*** Opening of PROVIDED RECORDS ***
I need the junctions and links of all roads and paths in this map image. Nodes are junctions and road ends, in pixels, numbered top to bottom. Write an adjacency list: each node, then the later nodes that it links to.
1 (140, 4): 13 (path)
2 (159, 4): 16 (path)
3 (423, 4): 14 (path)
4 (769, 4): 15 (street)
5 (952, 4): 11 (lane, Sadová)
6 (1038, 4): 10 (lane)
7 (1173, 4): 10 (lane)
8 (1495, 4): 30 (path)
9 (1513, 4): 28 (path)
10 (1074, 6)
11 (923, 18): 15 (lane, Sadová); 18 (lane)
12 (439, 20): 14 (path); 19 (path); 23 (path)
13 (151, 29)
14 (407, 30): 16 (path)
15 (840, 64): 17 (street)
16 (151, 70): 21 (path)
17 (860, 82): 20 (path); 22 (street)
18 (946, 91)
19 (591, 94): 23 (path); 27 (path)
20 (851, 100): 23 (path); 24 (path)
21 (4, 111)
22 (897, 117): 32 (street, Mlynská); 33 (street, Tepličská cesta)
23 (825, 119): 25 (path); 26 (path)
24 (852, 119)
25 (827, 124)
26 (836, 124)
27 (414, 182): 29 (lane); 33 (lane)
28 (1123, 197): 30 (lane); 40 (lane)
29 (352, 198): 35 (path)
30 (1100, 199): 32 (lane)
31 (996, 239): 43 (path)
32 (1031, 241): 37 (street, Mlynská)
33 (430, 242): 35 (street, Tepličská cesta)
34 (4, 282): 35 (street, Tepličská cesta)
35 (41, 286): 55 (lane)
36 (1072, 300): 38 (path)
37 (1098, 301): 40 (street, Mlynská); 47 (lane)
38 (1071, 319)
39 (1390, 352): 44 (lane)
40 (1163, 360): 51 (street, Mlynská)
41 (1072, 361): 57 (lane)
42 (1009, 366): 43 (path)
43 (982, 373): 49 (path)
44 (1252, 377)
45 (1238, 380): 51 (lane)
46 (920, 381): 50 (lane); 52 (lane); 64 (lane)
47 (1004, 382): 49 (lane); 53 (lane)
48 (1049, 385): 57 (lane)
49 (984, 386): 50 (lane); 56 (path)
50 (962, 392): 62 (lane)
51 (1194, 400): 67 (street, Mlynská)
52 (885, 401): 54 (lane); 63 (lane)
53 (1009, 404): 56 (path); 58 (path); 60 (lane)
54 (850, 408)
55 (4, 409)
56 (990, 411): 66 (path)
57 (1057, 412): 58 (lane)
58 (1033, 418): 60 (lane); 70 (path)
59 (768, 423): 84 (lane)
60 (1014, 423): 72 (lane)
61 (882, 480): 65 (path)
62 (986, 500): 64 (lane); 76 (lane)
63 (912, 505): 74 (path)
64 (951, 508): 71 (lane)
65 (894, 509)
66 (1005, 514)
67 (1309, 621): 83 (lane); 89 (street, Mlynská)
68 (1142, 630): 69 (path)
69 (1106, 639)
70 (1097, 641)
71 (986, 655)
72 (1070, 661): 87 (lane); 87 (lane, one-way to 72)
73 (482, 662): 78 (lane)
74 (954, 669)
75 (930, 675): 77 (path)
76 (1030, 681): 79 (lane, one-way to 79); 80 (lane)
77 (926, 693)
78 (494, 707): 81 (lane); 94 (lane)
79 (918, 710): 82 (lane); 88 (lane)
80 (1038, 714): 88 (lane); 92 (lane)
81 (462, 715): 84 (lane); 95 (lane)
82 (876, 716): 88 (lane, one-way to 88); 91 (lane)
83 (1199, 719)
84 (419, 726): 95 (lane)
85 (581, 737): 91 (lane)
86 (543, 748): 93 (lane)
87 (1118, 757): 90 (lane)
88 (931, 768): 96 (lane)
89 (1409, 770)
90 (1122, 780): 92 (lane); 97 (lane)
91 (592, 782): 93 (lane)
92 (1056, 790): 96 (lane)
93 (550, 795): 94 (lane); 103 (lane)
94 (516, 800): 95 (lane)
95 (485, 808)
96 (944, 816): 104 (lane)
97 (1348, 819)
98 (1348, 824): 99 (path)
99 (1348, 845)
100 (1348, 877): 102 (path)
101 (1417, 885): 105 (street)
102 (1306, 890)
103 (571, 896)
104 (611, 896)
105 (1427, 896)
*** Close of PROVIDED RECORDS ***
*BRIEF*. The lines above that hold "cesta" are the result; show every one of them.

*RESULT OF THIS EXERCISE*.
22 (897, 117): 32 (street, Mlynská); 33 (street, Tepličská cesta)
33 (430, 242): 35 (street, Tepličská cesta)
34 (4, 282): 35 (street, Tepličská cesta)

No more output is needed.